Line by line, copy the material that follows without leaving anything out.

*** Exercise data ***

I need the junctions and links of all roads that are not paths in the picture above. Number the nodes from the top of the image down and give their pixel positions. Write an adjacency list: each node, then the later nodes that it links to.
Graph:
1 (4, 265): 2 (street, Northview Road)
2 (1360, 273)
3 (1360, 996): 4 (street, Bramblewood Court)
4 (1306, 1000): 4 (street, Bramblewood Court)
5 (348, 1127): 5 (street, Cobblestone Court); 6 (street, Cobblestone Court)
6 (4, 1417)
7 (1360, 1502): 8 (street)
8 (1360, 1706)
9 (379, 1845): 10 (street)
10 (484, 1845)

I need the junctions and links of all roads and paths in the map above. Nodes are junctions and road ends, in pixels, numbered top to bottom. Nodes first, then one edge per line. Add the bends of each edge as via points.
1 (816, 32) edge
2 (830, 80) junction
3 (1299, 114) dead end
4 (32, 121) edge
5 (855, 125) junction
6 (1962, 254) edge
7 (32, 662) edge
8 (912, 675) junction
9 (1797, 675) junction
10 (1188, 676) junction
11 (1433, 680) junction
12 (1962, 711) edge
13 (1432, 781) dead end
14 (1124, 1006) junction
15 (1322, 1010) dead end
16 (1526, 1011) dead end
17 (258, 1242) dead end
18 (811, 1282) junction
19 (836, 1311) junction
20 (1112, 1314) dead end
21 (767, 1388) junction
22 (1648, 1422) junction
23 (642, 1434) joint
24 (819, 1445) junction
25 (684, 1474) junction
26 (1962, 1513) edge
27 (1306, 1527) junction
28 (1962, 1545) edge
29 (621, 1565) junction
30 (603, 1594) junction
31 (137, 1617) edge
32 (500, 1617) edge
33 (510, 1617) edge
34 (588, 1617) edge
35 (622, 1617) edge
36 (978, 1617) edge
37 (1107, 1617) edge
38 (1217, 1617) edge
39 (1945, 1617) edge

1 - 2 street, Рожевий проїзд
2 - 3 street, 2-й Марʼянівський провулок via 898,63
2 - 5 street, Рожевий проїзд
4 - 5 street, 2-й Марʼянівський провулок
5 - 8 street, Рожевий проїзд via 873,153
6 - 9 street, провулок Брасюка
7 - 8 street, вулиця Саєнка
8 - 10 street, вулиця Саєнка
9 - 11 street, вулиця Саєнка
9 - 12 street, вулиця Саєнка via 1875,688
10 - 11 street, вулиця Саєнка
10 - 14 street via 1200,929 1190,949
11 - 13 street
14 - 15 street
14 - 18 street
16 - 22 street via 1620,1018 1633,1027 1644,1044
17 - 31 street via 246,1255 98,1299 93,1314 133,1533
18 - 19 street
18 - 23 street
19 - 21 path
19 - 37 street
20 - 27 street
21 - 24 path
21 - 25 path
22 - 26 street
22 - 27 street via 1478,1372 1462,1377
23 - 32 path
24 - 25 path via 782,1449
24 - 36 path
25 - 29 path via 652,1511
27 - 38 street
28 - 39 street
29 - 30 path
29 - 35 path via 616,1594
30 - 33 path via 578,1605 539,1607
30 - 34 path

*** End of Exercise data ***

▸ Response area:
I need the junctions and links of all roads that are not paths in the picture above. Number the nodes from the top of the image down and give their pixel positions. Write an adjacency list: each node, then the later nodes that it links to.
Graph:
1 (4, 265): 2 (street, Northview Road)
2 (1360, 273)
3 (1360, 996): 4 (street, Bramblewood Court)
4 (1306, 1000): 4 (street, Bramblewood Court)
5 (348, 1127): 5 (street, Cobblestone Court); 6 (street, Cobblestone Court)
6 (4, 1417)
7 (1360, 1502): 8 (street)
8 (1360, 1706)
9 (379, 1845): 10 (street)
10 (484, 1845)

I need the junctions and links of all roads and paths in the map above. Nodes are junctions and road ends, in pixels, numbered top to bottom. Nodes first, then one edge per line. Add the bends of each edge as via points.
1 (816, 32) edge
2 (830, 80) junction
3 (1299, 114) dead end
4 (32, 121) edge
5 (855, 125) junction
6 (1962, 254) edge
7 (32, 662) edge
8 (912, 675) junction
9 (1797, 675) junction
10 (1188, 676) junction
11 (1433, 680) junction
12 (1962, 711) edge
13 (1432, 781) dead end
14 (1124, 1006) junction
15 (1322, 1010) dead end
16 (1526, 1011) dead end
17 (258, 1242) dead end
18 (811, 1282) junction
19 (836, 1311) junction
20 (1112, 1314) dead end
21 (767, 1388) junction
22 (1648, 1422) junction
23 (642, 1434) joint
24 (819, 1445) junction
25 (684, 1474) junction
26 (1962, 1513) edge
27 (1306, 1527) junction
28 (1962, 1545) edge
29 (621, 1565) junction
30 (603, 1594) junction
31 (137, 1617) edge
32 (500, 1617) edge
33 (510, 1617) edge
34 (588, 1617) edge
35 (622, 1617) edge
36 (978, 1617) edge
37 (1107, 1617) edge
38 (1217, 1617) edge
39 (1945, 1617) edge

1 - 2 street, Рожевий проїзд
2 - 3 street, 2-й Марʼянівський провулок via 898,63
2 - 5 street, Рожевий проїзд
4 - 5 street, 2-й Марʼянівський провулок
5 - 8 street, Рожевий проїзд via 873,153
6 - 9 street, провулок Брасюка
7 - 8 street, вулиця Саєнка
8 - 10 street, вулиця Саєнка
9 - 11 street, вулиця Саєнка
9 - 12 street, вулиця Саєнка via 1875,688
10 - 11 street, вулиця Саєнка
10 - 14 street via 1200,929 1190,949
11 - 13 street
14 - 15 street
14 - 18 street
16 - 22 street via 1620,1018 1633,1027 1644,1044
17 - 31 street via 246,1255 98,1299 93,1314 133,1533
18 - 19 street
18 - 23 street
19 - 21 path
19 - 37 street
20 - 27 street
21 - 24 path
21 - 25 path
22 - 26 street
22 - 27 street via 1478,1372 1462,1377
23 - 32 path
24 - 25 path via 782,1449
24 - 36 path
25 - 29 path via 652,1511
27 - 38 street
28 - 39 street
29 - 30 path
29 - 35 path via 616,1594
30 - 33 path via 578,1605 539,1607
30 - 34 path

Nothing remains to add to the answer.